Insertion of a foreign DNA at BamHI site in an E. coli cloning vector pBR322 results in the loss of antibiotic resistance towards:

• A. Ampicillin and tetracycline
• B. Tetracycline
• C. Ampicillin
• D. Gentamycin

Hint:

Logic Tip: Memorize the restriction sites for pBR322: {Bam}HI and {Sal}I sit inside the $tet^R$ gene, while {Pst}I and {Pvu}I sit inside the $amp^R$ gene. Slicing into a gene always destroys its function!

Answer 1

The Correct Option is B

Concept:
In recombinant DNA technology, cloning vectors like pBR322 are used to carry foreign DNA into host cells. pBR322 contains two specific antibiotic resistance genes that serve as selectable markers: the ampicillin resistance gene ($amp^R$) and the tetracycline resistance gene ($tet^R$).
Step 1:
The restriction endonuclease BamHI has its specific recognition sequence located precisely within the coding region of the tetracycline resistance gene ($tet^R$) on the pBR322 plasmid.
Step 2:
When foreign DNA is ligated into the vector at the BamHI site, the physical insertion of this new DNA disrupts the continuous sequence of the $tet^R$ gene.
Step 3:
Because the $tet^R$ gene is interrupted, it can no longer produce functional proteins to confer resistance against tetracycline.

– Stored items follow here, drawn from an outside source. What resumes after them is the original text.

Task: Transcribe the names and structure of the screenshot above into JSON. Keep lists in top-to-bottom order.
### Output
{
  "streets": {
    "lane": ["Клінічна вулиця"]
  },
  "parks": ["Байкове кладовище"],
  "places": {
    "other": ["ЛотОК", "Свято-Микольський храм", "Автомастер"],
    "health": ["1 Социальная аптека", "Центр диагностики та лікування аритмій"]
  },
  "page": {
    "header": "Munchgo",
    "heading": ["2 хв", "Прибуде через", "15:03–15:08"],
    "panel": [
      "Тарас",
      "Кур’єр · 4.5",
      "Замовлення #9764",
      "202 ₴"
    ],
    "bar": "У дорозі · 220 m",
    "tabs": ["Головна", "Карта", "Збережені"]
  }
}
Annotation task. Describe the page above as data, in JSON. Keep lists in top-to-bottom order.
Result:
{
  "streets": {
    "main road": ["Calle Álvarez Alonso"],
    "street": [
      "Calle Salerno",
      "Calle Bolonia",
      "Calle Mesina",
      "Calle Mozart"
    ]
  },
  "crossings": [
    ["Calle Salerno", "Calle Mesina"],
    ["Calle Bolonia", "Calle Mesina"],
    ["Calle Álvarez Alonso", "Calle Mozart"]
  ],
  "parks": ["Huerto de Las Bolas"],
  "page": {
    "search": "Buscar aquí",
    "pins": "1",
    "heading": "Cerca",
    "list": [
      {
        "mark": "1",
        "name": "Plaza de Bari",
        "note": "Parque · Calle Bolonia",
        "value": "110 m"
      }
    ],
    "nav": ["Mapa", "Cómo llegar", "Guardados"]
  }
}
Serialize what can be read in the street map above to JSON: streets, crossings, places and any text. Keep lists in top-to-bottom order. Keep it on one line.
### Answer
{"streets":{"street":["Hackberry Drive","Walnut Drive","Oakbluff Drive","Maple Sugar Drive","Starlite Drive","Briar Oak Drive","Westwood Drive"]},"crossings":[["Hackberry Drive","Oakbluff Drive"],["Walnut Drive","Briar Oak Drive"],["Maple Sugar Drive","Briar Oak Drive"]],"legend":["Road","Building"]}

This phenomenon is called insertional inactivation.
Step 4:
Since the insertion occurred only at the BamHI site (within $tet^R$), the ampicillin resistance gene ($amp^R$) remains completely intact and fully functional.
Step 5:
Therefore, the recombinant plasmid will lose resistance towards tetracycline but retain resistance to ampicillin. Option (2) is the correct answer.